Figure 6. A microstrip line has a dielectric constant, Dk, smaller than 4, which pushes the first peak to a higher frequency.

Use S21 Phase as a Consistency Check

Because the S11 peak is the result of the quarter-wave-length constructive interference, the phase of S21 should tell us a consistent story. That is, at the frequency where the S11 has a peak, the phase of S21 should be 90°, indicating the quarter-wave nature of the interference. As demonstrated in Figure 7, by plotting the S11 on the right y-axis and overlaying the phase of S21 on the left y-axis, one can notice the peaks of the S11 align with the 90° phase shift in the phase of S21.

Figure 7. An overlay of the phase of the insertion loss and return loss demonstrates the consistency check for the first peak. At the frequency where the return loss peak occurs, one expects a 90° phase shift in the insertion loss.

This is a great example of Eric Bogatin’s Rule 10: “While you can never prove you are correct, you can demonstrate the result is consistent with other analyses or measurements.”¹ By using the available S21 phase information in the S-parameter, one is able to provide the consistency test for the S11 peak.
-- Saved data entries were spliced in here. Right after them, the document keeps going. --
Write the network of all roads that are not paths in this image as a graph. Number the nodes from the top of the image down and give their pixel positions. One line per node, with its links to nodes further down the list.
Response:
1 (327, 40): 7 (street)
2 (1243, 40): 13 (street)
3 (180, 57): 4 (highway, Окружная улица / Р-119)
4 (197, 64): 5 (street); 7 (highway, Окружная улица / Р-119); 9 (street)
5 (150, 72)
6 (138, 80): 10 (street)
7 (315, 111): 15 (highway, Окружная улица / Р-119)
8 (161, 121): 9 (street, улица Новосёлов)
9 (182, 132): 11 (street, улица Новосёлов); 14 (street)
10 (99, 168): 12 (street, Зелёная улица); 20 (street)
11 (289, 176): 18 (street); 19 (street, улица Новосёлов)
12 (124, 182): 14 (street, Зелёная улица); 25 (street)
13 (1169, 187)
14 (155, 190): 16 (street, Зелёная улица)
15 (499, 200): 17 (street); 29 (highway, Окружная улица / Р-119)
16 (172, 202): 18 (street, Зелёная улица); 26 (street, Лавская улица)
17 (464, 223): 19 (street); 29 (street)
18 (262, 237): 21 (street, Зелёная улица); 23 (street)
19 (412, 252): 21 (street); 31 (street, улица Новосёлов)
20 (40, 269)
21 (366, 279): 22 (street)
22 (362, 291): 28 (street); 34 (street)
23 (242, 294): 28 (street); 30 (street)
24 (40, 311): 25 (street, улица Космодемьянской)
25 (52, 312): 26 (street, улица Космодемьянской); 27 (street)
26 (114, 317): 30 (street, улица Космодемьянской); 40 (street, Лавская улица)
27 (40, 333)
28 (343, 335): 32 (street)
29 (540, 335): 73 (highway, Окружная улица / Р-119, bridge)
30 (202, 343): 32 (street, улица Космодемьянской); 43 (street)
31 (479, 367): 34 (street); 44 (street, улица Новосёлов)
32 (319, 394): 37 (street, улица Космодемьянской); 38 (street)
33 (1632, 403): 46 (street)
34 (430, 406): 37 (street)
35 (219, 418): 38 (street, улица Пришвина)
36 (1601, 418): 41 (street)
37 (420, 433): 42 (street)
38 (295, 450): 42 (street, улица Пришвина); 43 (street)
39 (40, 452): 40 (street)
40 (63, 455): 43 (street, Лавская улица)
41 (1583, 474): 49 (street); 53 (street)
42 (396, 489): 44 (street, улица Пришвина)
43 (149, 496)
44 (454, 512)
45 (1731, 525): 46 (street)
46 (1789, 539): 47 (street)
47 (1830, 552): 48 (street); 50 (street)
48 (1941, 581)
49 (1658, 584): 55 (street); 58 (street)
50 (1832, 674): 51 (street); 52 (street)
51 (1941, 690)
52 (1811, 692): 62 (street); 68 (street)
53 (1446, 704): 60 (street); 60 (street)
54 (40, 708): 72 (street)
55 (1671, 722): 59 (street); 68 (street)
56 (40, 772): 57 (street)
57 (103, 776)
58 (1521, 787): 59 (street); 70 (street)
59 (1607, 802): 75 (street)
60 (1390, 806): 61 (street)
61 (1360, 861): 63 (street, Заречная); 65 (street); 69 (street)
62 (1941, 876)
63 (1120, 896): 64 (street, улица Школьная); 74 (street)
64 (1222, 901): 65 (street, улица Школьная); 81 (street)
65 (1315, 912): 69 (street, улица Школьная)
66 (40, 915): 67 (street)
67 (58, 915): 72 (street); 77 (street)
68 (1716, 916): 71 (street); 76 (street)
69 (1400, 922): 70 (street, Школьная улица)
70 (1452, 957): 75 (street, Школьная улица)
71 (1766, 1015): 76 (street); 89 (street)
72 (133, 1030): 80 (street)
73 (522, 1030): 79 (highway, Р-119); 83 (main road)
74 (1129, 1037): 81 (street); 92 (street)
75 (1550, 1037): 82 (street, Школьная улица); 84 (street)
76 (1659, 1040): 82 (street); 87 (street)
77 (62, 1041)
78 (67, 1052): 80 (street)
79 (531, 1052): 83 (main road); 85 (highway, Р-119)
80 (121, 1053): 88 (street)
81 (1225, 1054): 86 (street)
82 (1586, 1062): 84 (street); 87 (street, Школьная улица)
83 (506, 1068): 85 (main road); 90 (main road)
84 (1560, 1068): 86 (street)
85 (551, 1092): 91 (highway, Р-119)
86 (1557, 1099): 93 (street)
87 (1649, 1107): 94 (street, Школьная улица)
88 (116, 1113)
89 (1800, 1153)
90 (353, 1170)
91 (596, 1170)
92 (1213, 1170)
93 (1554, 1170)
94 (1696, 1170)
Expect Ramp-Up in Real Measurements

So far, the S11 plot example appears clean and flat over all frequencies because the trace was created and solved using Controlled Impedance Line Designer in Keysight Advanced Design System. The solver handles arbitrary dielectric layers and arbitrary metal thickness.²

In a typical 2D cross-section transmission line solver, one first defines the substrate stackup, dielectric properties, and the controlled impedance line configuration. The controlled impedance line can be in a microstrip or stripline environment. One can also define a single-ended line or a differential pair.

Once the dimensions of the substrate, trace width, spacing, and thickness are in place, the electromagnetic solver begins the cross-sectional impedance per-unit-length calculation. Internally, the per-unit-length impedance is the result of the computation. The user can then scale the per-unit-length result to different trace lengths. In this ideal modeling of a controlled impedance trace with arbitrary length, the S11 peak should drop off as frequency increases due to the conductor and dielectric loss in the trace. If the S-parameter of the trace is measured, one should expect the ripples to increase (ramp-up) as the frequency increases, as shown in Figure 8.

Figure 8. Because of the unavoidable small impedance discontinuities in measurement connectors and fixtures, the return loss of the measured 6-in. trace shows a distinct ramp-up as the frequency increases. The return loss of the simulated 6-in. trace remains flat across the frequencies.

The small impedance discontinuities in the connectors or fixtures cause this behavior to happen. One should always expect a level of S11 ramp-up in S-parameter measurements. In practice, ripple ramp-up with frequency is a telltale sign of real-world discontinuities, such as fixtures or connectors.

Summary: Think like an SI Detective

S-parameter data can reveal more than what it initially shows. Like a good detective, one can question the evidence. The checks provided in this article help to:

• Validate measurement consistency and setup at low frequencies
• Estimate trace length and match it to expected behavior
• Confirm quarter-wave effects using S21 phase as a sanity check
• Spot a real measurement by watching for S11 ramp-up.

With these checks, one can extract not just confidence — but insight — from S-parameters, laying the groundwork for smarter simulation, cleaner correlation, and better signal integrity overall.

REFERENCES

1. E. Bogatin, “Bogatin’s 20 Rules for Engineers,” Signal Integrity Journal, February 3, 2020. 
2. Keysight Technologies, "Multilayer Interconnects - Advanced Design System 2025 Update 2 Documentation". Accessed: June 24, 2025.